--- Extracted records ---

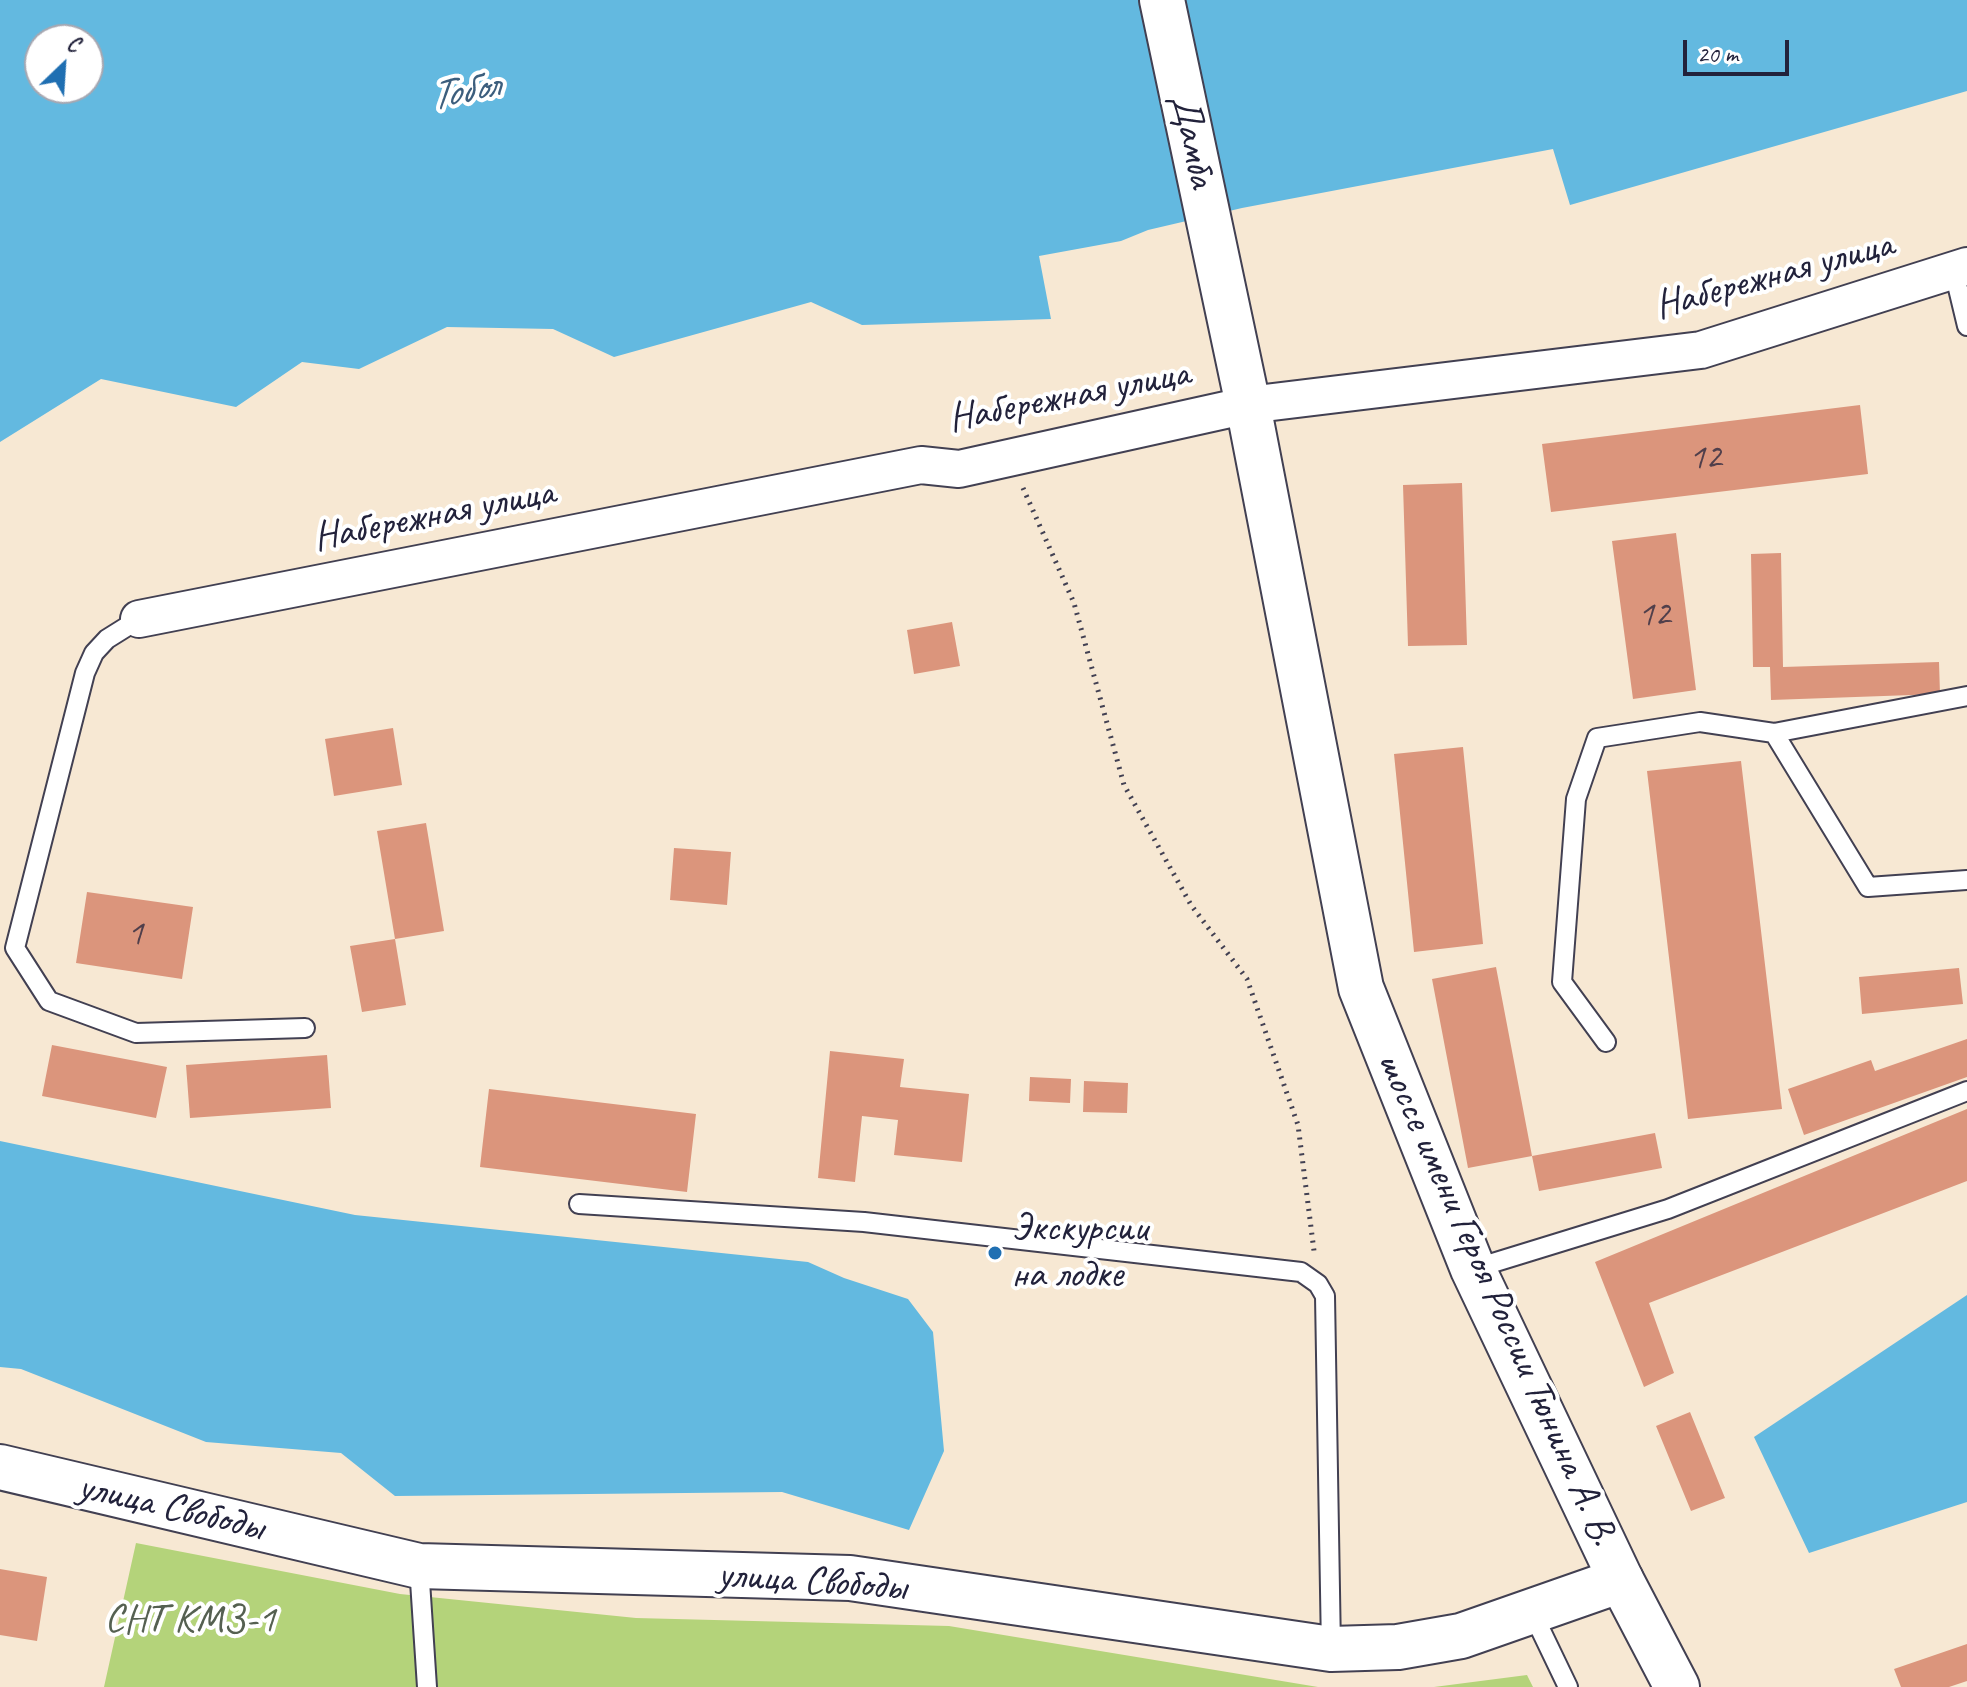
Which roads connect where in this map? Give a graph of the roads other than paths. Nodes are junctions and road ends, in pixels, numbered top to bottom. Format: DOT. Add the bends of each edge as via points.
graph roads {
  1 [pos="1162,0"];
  2 [pos="1961,269"];
  3 [pos="1967,326"];
  4 [pos="1248,405"];
  5 [pos="139,619"];
  6 [pos="1967,696"];
  7 [pos="1774,733"];
  8 [pos="1967,880"];
  9 [pos="8,948"];
  10 [pos="305,1028"];
  11 [pos="1606,1042"];
  12 [pos="1967,1091"];
  13 [pos="579,1204"];
  14 [pos="1473,1269"];
  15 [pos="0,1467"];
  16 [pos="419,1566"];
  17 [pos="1621,1580"];
  18 [pos="1532,1612"];
  19 [pos="1331,1649"];
  20 [pos="427,1687"];
  21 [pos="1568,1687"];
  22 [pos="1677,1687"];
  1 -- 4 [label="main road, Дамба"];
  2 -- 3 [label="lane"];
  2 -- 4 [label="street, Набережная улица" via="1701,350"];
  4 -- 5 [label="street, Набережная улица" via="959,469 921,465"];
  4 -- 14 [label="main road, шоссе имени Героя России Тюнина А. В." via="1361,988"];
  5 -- 9 [label="lane" via="107,639 85,673"];
  6 -- 7 [label="lane"];
  7 -- 8 [label="lane" via="1868,887"];
  7 -- 11 [label="lane" via="1700,722 1597,738 1576,799 1562,982"];
  9 -- 10 [label="lane" via="49,1001 136,1033"];
  12 -- 14 [label="lane" via="1668,1209"];
  13 -- 19 [label="lane" via="864,1222 1301,1272 1325,1296"];
  14 -- 17 [label="main road, шоссе имени Героя России Тюнина А. В."];
  15 -- 16 [label="main road, улица Свободы"];
  16 -- 19 [label="main road, улица Свободы" via="850,1578"];
  16 -- 20 [label="lane"];
  17 -- 18 [label="main road, улица Свободы"];
  17 -- 22 [label="main road, шоссе имени Героя России Тюнина А. В."];
  18 -- 19 [label="main road, улица Свободы" via="1461,1636 1398,1647"];
  18 -- 21 [label="lane"];
}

---

## Task item:
All entries must be output unchanged, with every picture omitted.

## Solution to this exercise:
Which roads connect where in this map? Give a graph of the roads other than paths. Nodes are junctions and road ends, in pixels, numbered top to bottom. Format: DOT. Add the bends of each edge as via points.
graph roads {
  1 [pos="1162,0"];
  2 [pos="1961,269"];
  3 [pos="1967,326"];
  4 [pos="1248,405"];
  5 [pos="139,619"];
  6 [pos="1967,696"];
  7 [pos="1774,733"];
  8 [pos="1967,880"];
  9 [pos="8,948"];
  10 [pos="305,1028"];
  11 [pos="1606,1042"];
  12 [pos="1967,1091"];
  13 [pos="579,1204"];
  14 [pos="1473,1269"];
  15 [pos="0,1467"];
  16 [pos="419,1566"];
  17 [pos="1621,1580"];
  18 [pos="1532,1612"];
  19 [pos="1331,1649"];
  20 [pos="427,1687"];
  21 [pos="1568,1687"];
  22 [pos="1677,1687"];
  1 -- 4 [label="main road, Дамба"];
  2 -- 3 [label="lane"];
  2 -- 4 [label="street, Набережная улица" via="1701,350"];
  4 -- 5 [label="street, Набережная улица" via="959,469 921,465"];
  4 -- 14 [label="main road, шоссе имени Героя России Тюнина А. В." via="1361,988"];
  5 -- 9 [label="lane" via="107,639 85,673"];
  6 -- 7 [label="lane"];
  7 -- 8 [label="lane" via="1868,887"];
  7 -- 11 [label="lane" via="1700,722 1597,738 1576,799 1562,982"];
  9 -- 10 [label="lane" via="49,1001 136,1033"];
  12 -- 14 [label="lane" via="1668,1209"];
  13 -- 19 [label="lane" via="864,1222 1301,1272 1325,1296"];
  14 -- 17 [label="main road, шоссе имени Героя России Тюнина А. В."];
  15 -- 16 [label="main road, улица Свободы"];
  16 -- 19 [label="main road, улица Свободы" via="850,1578"];
  16 -- 20 [label="lane"];
  17 -- 18 [label="main road, улица Свободы"];
  17 -- 22 [label="main road, шоссе имени Героя России Тюнина А. В."];
  18 -- 19 [label="main road, улица Свободы" via="1461,1636 1398,1647"];
  18 -- 21 [label="lane"];
}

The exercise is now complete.